As we enter over a month of COVID, I’ve realized that so far we are doing fine. I have this cash. This really IS the right time to allocate this cash to work on my behalf. This was great timing, actually, because we just had our EOS Quarterly meeting and we decided the highest and greatest use of our time and money outside of our normal client servicing is developing our website more. We just engaged several small business owners who lost some revenues during COVID to work on our website. This timing scored ourselves a little better of a price due, kept ourselves fully engaged, and is setting us up to launch ahead of the competition post-COVID. That is the strategic allocation of capital you should be looking for. All this balanced by the fact that we still have emergency cash in that set aside account, playing the balancing act of cash problem-lubricant versus strategic capital allocation (you could actually say the problem-lubricant is a type of allocation).
When turning these lessons inward to your own business, did you set yourself up to have some cash funds ready to deploy opportunistically on top of an emergency savings account? If not, survive now, but then turn your attention to how you can build these funds in time for the next emergency. Maybe it’s as simple as picking up one of the books mentioned and thinking through it, but act now.

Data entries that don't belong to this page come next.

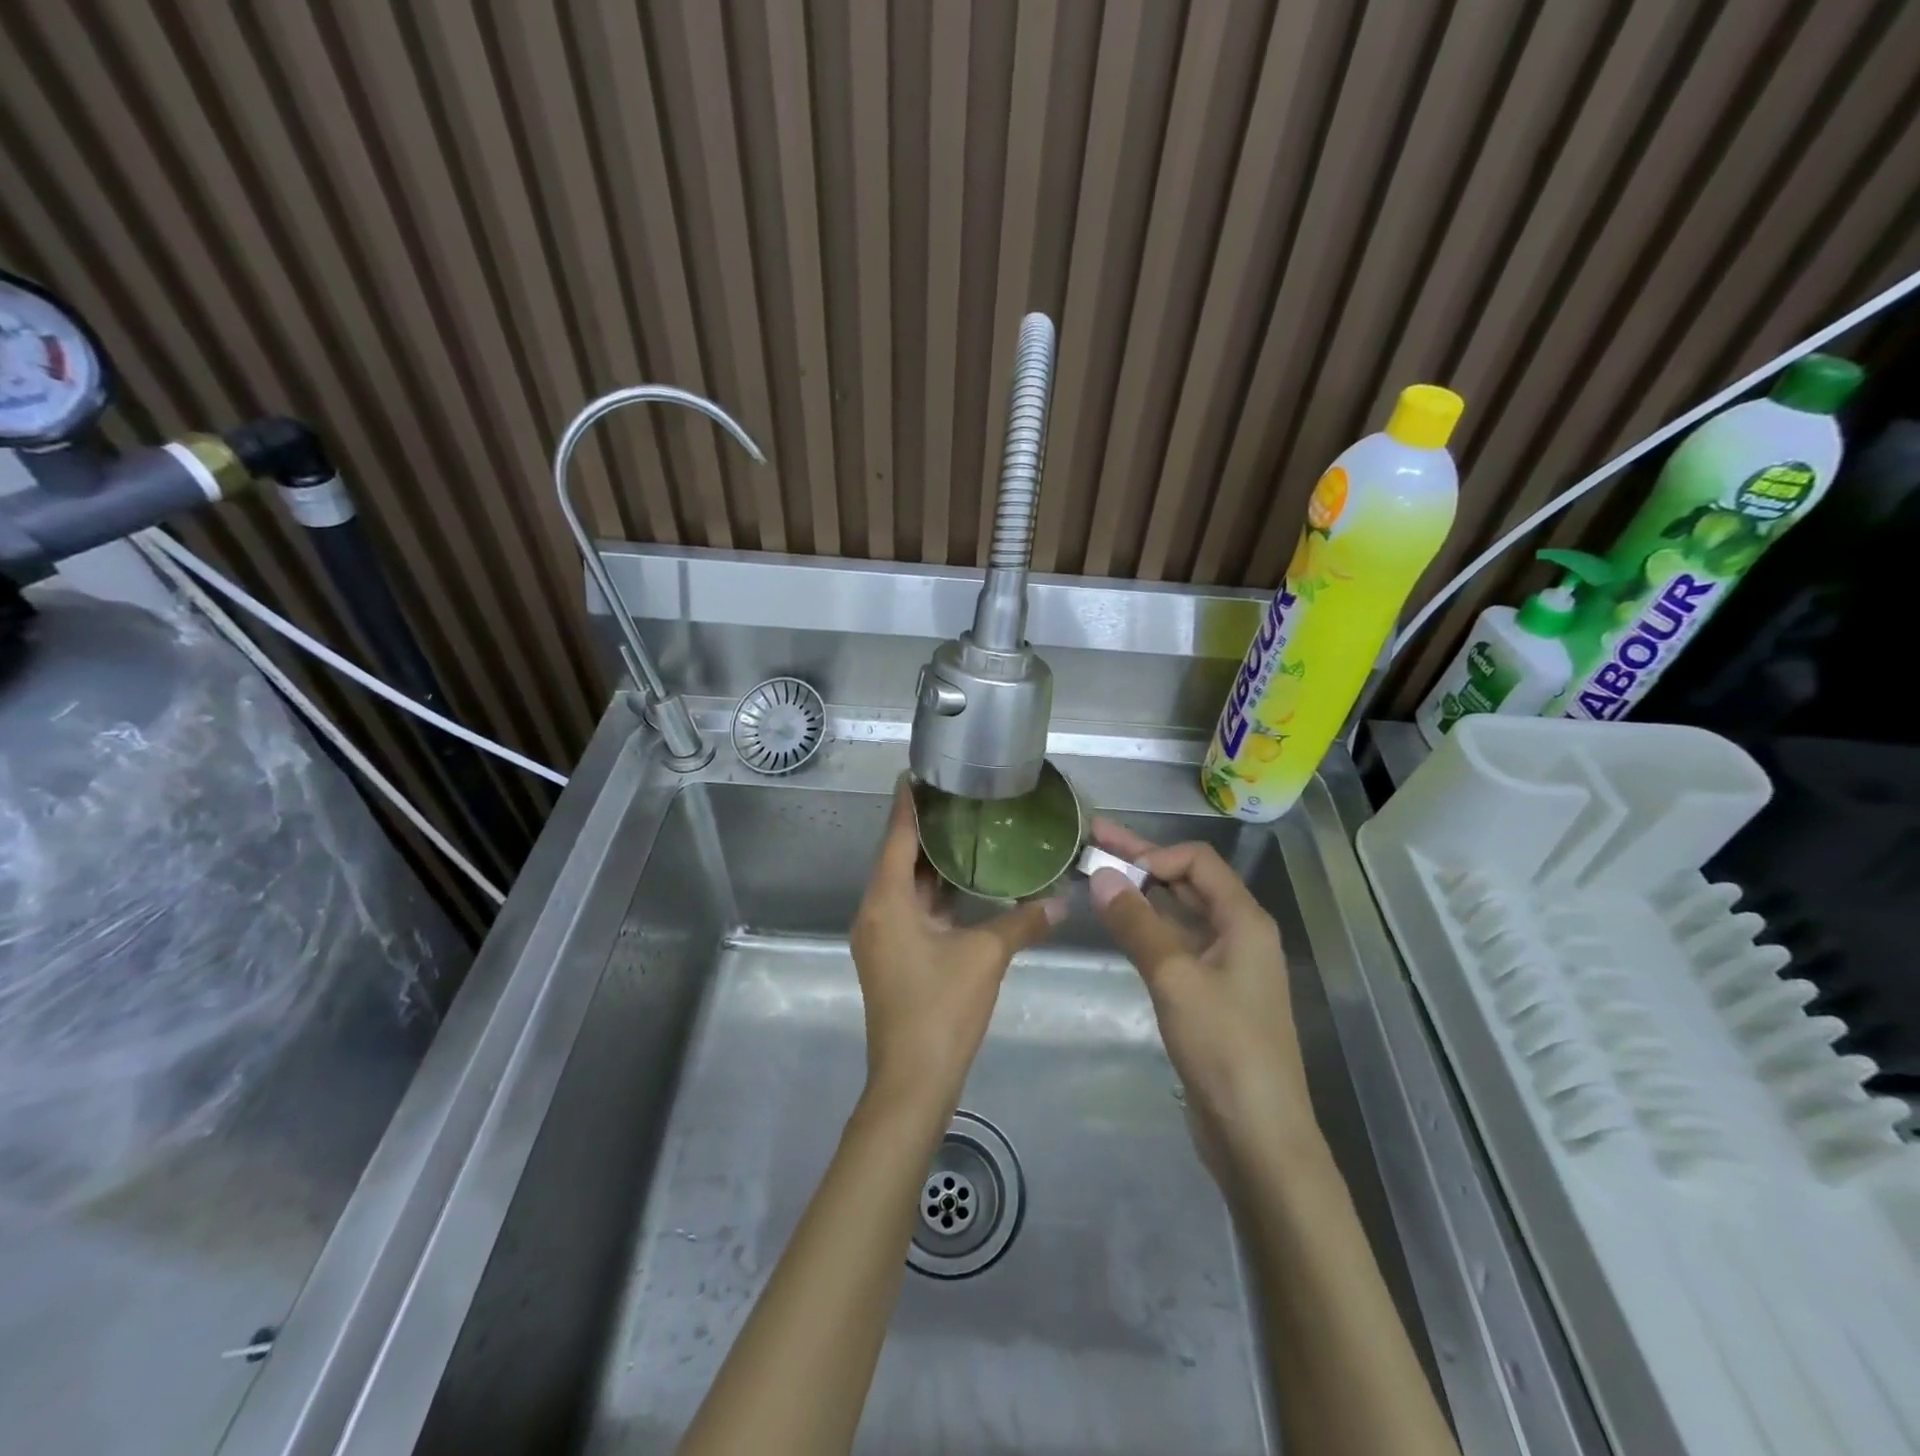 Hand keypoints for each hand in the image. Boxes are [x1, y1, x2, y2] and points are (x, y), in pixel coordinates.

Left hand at [850, 781, 1064, 1122]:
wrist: (912, 1082)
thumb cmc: (941, 1010)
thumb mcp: (985, 957)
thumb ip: (1023, 921)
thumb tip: (1063, 899)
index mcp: (886, 901)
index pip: (896, 835)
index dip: (909, 802)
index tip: (922, 770)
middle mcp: (875, 911)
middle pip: (897, 856)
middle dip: (925, 827)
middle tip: (960, 796)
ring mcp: (881, 936)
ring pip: (904, 884)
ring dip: (930, 860)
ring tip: (966, 829)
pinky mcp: (892, 955)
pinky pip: (910, 907)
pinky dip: (933, 890)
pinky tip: (963, 881)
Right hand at [1086, 820, 1317, 1178]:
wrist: (1258, 1135)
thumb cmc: (1224, 1048)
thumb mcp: (1175, 979)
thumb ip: (1137, 924)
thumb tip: (1102, 876)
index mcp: (1244, 920)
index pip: (1197, 861)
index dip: (1154, 855)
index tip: (1112, 868)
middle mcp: (1238, 934)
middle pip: (1188, 883)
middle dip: (1141, 862)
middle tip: (1092, 840)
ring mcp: (1225, 966)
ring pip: (1179, 914)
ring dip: (1141, 895)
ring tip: (1097, 879)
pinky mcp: (1210, 994)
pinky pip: (1176, 945)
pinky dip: (1147, 929)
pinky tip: (1119, 926) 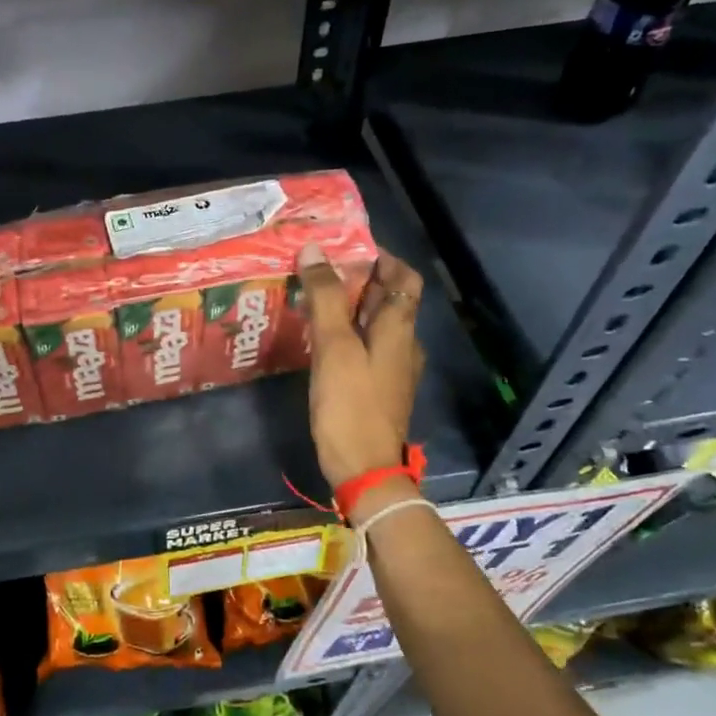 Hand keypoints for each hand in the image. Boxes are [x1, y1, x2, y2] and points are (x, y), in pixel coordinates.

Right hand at [300, 244, 424, 488]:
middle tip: (317, 268)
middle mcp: (402, 343)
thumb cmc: (350, 405)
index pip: (403, 277)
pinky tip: (317, 339)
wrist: (364, 469)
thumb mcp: (334, 348)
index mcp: (399, 329)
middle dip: (357, 279)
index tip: (344, 246)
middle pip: (388, 299)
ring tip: (312, 297)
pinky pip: (364, 347)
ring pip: (374, 324)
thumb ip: (325, 298)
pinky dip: (346, 332)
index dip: (380, 256)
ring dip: (348, 306)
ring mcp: (392, 368)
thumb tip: (313, 250)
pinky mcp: (377, 388) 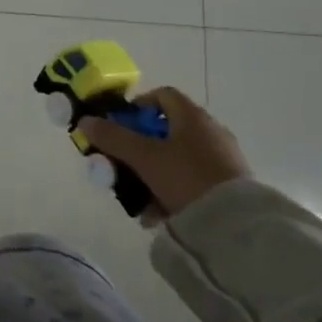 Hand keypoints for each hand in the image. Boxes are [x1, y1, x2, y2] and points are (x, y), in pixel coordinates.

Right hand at [78, 86, 249, 221]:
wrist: (236, 225)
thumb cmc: (186, 178)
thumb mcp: (144, 158)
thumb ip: (113, 138)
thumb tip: (86, 121)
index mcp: (192, 116)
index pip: (161, 96)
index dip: (138, 107)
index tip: (121, 128)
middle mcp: (210, 130)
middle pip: (167, 130)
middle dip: (142, 148)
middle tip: (125, 166)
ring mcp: (223, 158)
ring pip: (179, 159)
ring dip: (156, 174)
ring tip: (141, 199)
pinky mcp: (231, 185)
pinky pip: (194, 180)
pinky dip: (175, 190)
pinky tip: (162, 214)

If you do have the capital to allocate, where can you leverage that capital to benefit you, your business, your team, your clients, and/or your community? Is there a money-making project (e.g. marketing or service-development) you’ve been putting off? What about internal projects to reduce ticket-load post-COVID? (Read: Time to Sharpen the Saw). If you see areas that you can get better prices on now, or you have the time to spend now, I encourage you to consider it.
Likewise, how does this message sit with your clients? I bet some of them are also in a position to talk about capital allocation. Even if it’s not IT related, talk to your clients business owner to business owner about the concepts and see if you can help each other. During these times, I believe more than ever we should be serving first and the profit can follow later. In fact, if you want, feel free to share this article to your own connections to start a conversation with them.
Lastly, if you need someone to talk to about business, finance, or even just to break up the quarantine blues, feel free to reach out to me. We’re all in this together and we might come up with some amazing ideas together on a video conference. I’m also told my video backgrounds are worth seeing.
***This is a little embarrassing, but several of the books mentioned are not currently in our reading list page. this is an area that we are working on right now to make the page more up to date (aka easier to update). Hope to have this done by May.